Whole-body End-Effector Pose Tracking
Tifanny Portela, Andrei Cramariuc, Mayank Mittal, Marco Hutter
TL;DR
The paper tackles the challenge of end-effector pose tracking for legged robots with attached manipulators, aiming to operate over large workspaces and on rough terrains. It introduces a whole-body RL framework trained in simulation with terrain-aware command sampling, a keypoint-based end-effector pose representation, and curriculum learning to expand reachable workspace, then transfers the policy to hardware. The approach achieves high-precision tracking (as low as 2.64 cm and 3.64° on stairs) and demonstrates strong sim-to-real transfer, outperforming model-based MPC on flat terrain and surpassing prior RL methods in workspace reach and robustness. This work broadens the practical capabilities of legged robots for manipulation tasks in unstructured environments, reducing reliance on accurate dynamic models and enabling more versatile real-world operation.
Abstract
Combining manipulation with the mobility of legged robots is essential for a wide range of robotic applications. However, integrating an arm with a mobile base significantly increases the system's complexity, making precise end-effector control challenging. Existing model-based approaches are often constrained by their modeling assumptions, leading to limited robustness. Meanwhile, recent Reinforcement Learning (RL) implementations restrict the arm's workspace to be in front of the robot or track only the position to obtain decent tracking accuracy. In this work, we address these limitations by introducing a whole-body RL formulation for end-effector pose tracking in a large workspace on rough, unstructured terrains.

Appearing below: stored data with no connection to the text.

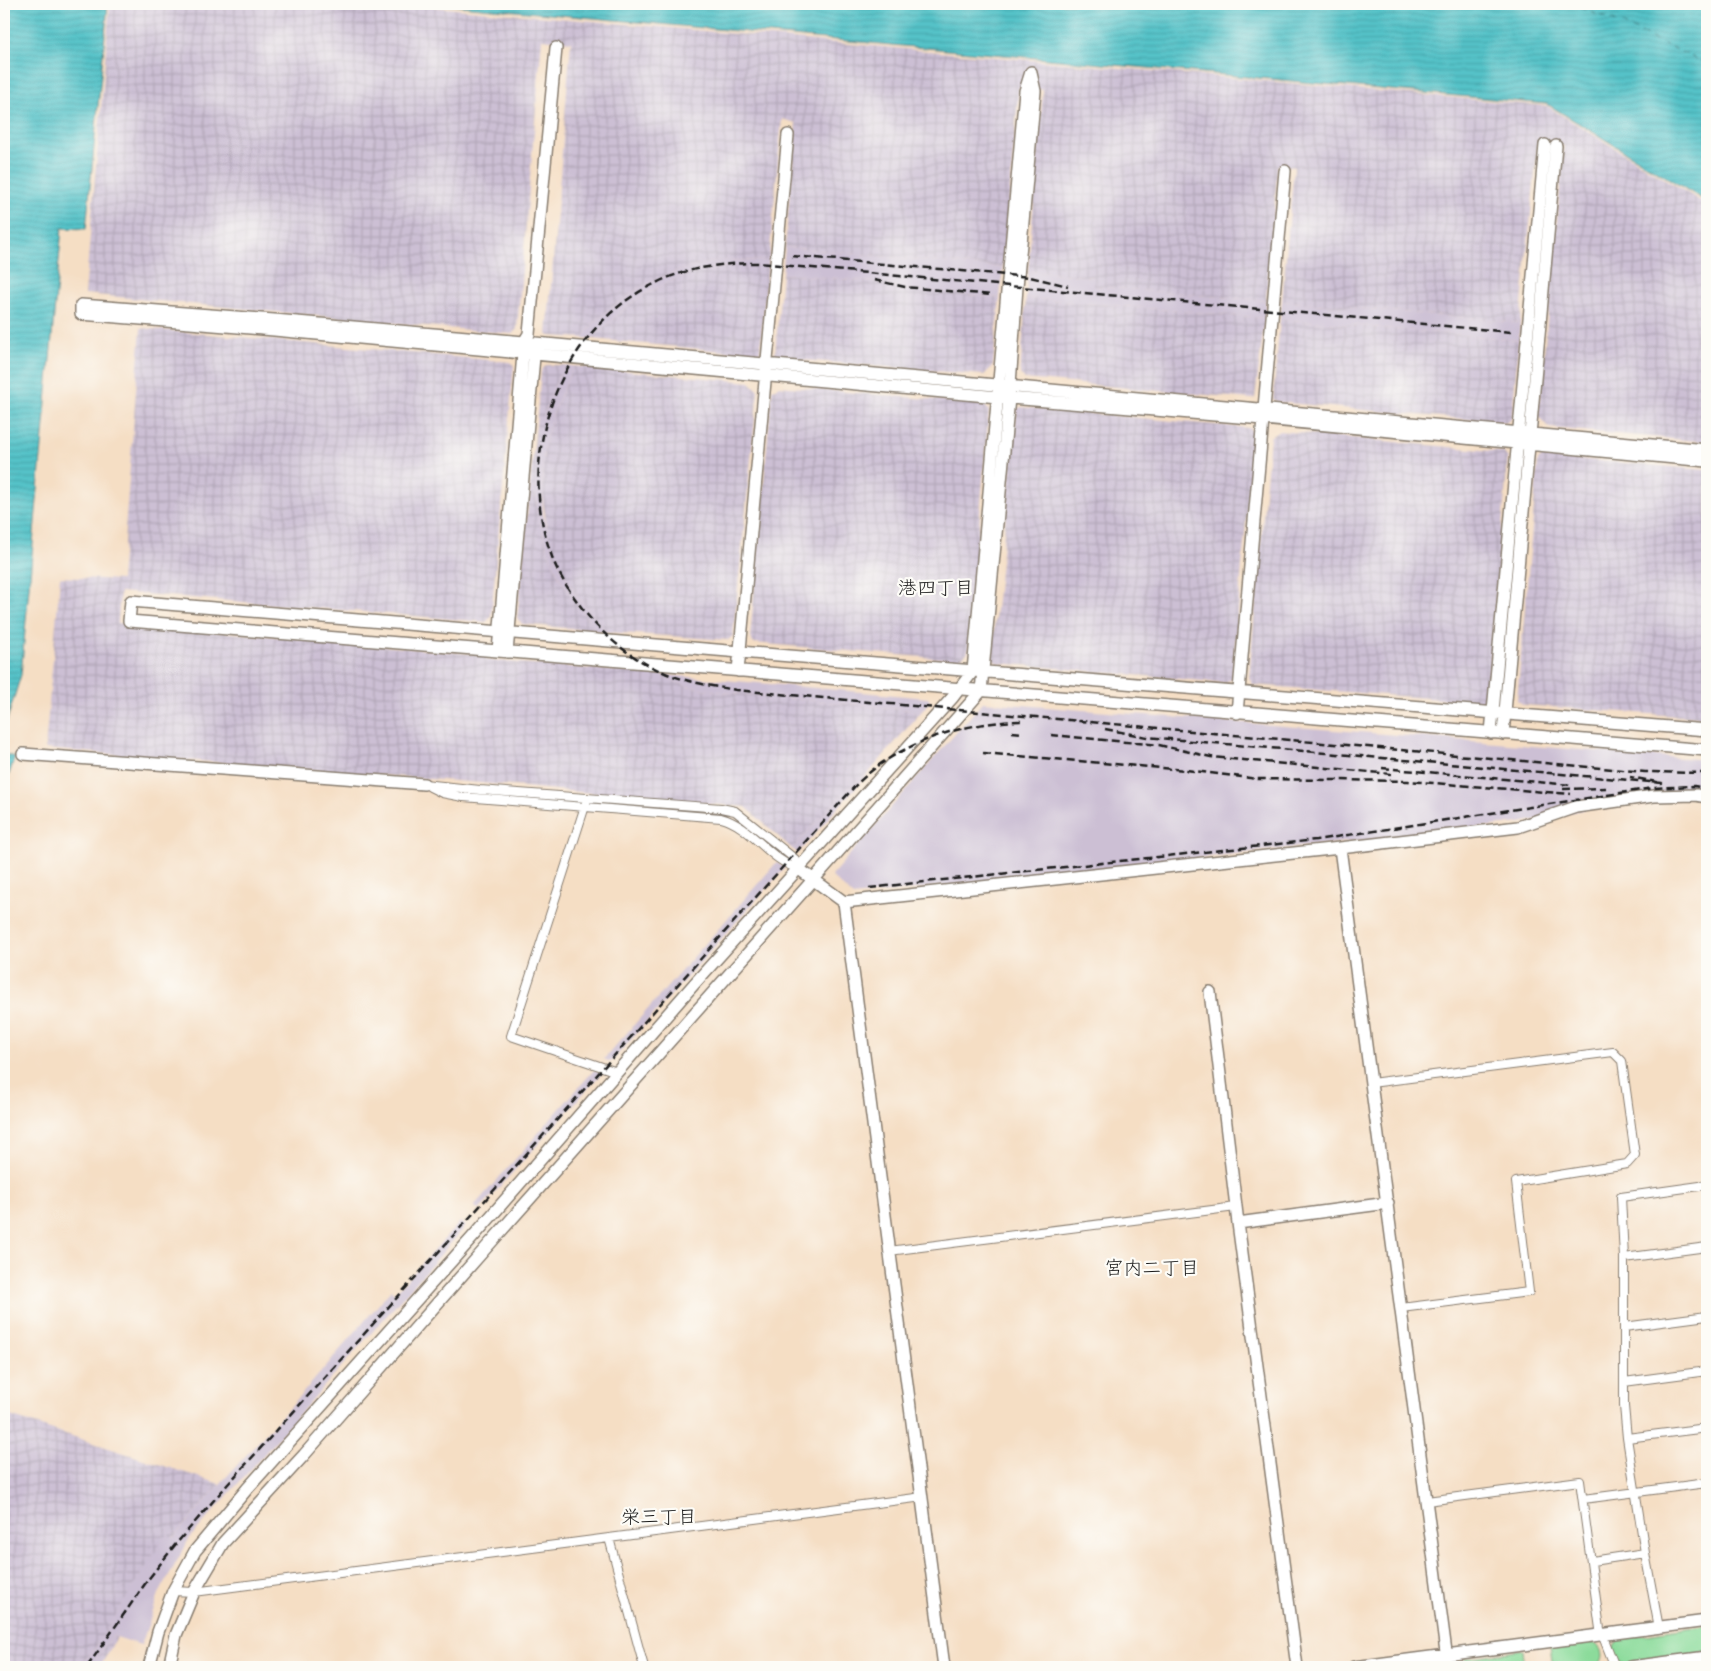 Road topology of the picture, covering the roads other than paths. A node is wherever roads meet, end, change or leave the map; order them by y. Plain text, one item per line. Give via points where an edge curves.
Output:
1 (556, 48) dead end
2 (788, 135) dead end
3 (1550, 145) dead end
4 (1285, 171) dead end
5 (529, 345) junction
6 (767, 370) junction
7 (1004, 392) junction
8 (1264, 414) junction
9 (1523, 439) junction
10 (1707, 450) edge
11 (1707, 461) edge
12 (504, 633) junction
13 (502, 652) junction
14 (740, 652) junction
15 (738, 671) junction
16 (978, 671) junction
17 (960, 690) junction
18 (981, 691) junction
19 (1239, 693) junction
20 (1237, 713) junction
21 (1499, 714) junction
22 (1707, 730) edge
23 (1497, 733) junction
24 (1707, 750) edge
25 (23, 754) dead end
26 (424, 784) junction
27 (1707, 796) edge
28 (588, 798) junction
29 (584, 807) junction
30 (1340, 848) junction
31 (799, 869) junction
32 (814, 880) junction
33 (844, 902) junction
34 (1210, 992) dead end
35 (617, 1072) junction
36 (1371, 1083) junction
37 (1707, 1185) edge
38 (1388, 1203) junction
39 (1236, 1207) junction
40 (1238, 1224) junction
41 (472, 1238) junction
42 (1707, 1247) edge
43 (485, 1249) junction
44 (889, 1251) junction
45 (1624, 1258) junction
46 (1401, 1308) junction
47 (1707, 1316) edge
48 (1624, 1327) junction
49 (1707, 1371) edge
50 (1624, 1382) junction
51 (1707, 1428) edge
52 (1628, 1438) junction
53 (1707, 1482) edge
54 (1636, 1492) junction
55 (923, 1497) junction
56 (1583, 1499) junction
57 (1426, 1501) junction
58 (609, 1538) junction
59 (1645, 1553) junction
60 (1592, 1561) junction
61 (173, 1591) junction
62 (194, 1592) junction
63 (1707, 1621) edge
64 (1659, 1628) junction
65 (1602, 1636) junction
66 (1446, 1655) junction
67 (1707, 1658) edge
68 (1369, 1666) edge
69 (149, 1667) edge
70 (169, 1667) edge
71 (644, 1667) edge
72 (944, 1667) edge
73 (1297, 1667) edge
74 (1354, 1667) edge
75 (1448, 1667) edge
76 (1615, 1667) edge
77 (1630, 1667) edge

1 - 5 street
2 - 6 street
3 - 9 street
4 - 8 street
5 - 5 street via 274,330 81,314 81,305
5 - 6 street
5 - 12 street
6 - 7 street
6 - 14 street
7 - 7 street via 1025,91 1030,72 1035,91
7 - 8 street
7 - 16 street
8 - 9 street
8 - 19 street
9 - 10 street
9 - 11 street
9 - 21 street
12 - 13 street
12 - 13 street via 131,601 129,622
12 - 14 street
13 - 15 street
14 - 15 street
14 - 16 street
15 - 17 street
16 - 17 street
16 - 18 street
16 - 19 street
17 - 18 street
17 - 31 street
18 - 20 street
18 - 32 street
19 - 20 street
19 - 21 street
20 - 23 street
21 - 22 street
21 - 23 street
23 - 24 street
25 - 26 street
26 - 28 street
26 - 29 street via 442,793 463,797
27 - 30 street via 1672,795 1621,800 1576,807 1518,827
28 - 29 street
28 - 31 street via 735,811 795,859
29 - 31 street via 730,820 784,864
29 - 35 street via 511,1036
30 - 33 street
30 - 36 street
31 - 32 street
31 - 35 street
32 - 33 street
32 - 43 street
33 - 44 street
34 - 39 street
35 - 41 street
36 - 38 street
36 - 46 street via 1612,1052 1622,1061 1635,1155 1628,1164 1516,1182 1529,1292
37 - 45 street via 1621,1197
38 - 40 street
38 - 46 street
39 - 40 street
39 - 44 street
40 - 73 street
41 - 43 street
41 - 61 street via 247,1488 195,1550
42 - 45 street
43 - 62 street via 223,1543
44 - 55 street
45 - 48 street
46 - 57 street
47 - 48 street
48 - 50 street
49 - 50 street
50 - 52 street
51 - 52 street
52 - 54 street
53 - 54 street
54 - 56 street
54 - 59 street
55 - 58 street
55 - 72 street
56 - 57 street via 1580,1481
56 - 60 street
57 - 66 street
58 - 62 street
58 - 71 street
59 - 60 street
59 - 64 street
60 - 65 street
61 - 62 street
61 - 69 street
62 - 70 street via 176,1635
63 - 64 street
64 - 65 street
65 - 66 street
65 - 76 street
66 - 68 street
66 - 75 street
67 - 77 street
68 - 74 street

Our proposed method involves a terrain-aware sampling strategy for the robot's initial configuration and end-effector pose commands, as well as a game-based curriculum to extend the robot's operating range. We validate our approach on the ANYmal quadrupedal robot with a six DoF robotic arm. Through our experiments, we show that the learned controller achieves precise command tracking over a large workspace and adapts across varying terrains such as stairs and slopes. On deployment, it achieves a pose-tracking error of 2.64 cm and 3.64 degrees, outperforming existing competitive baselines.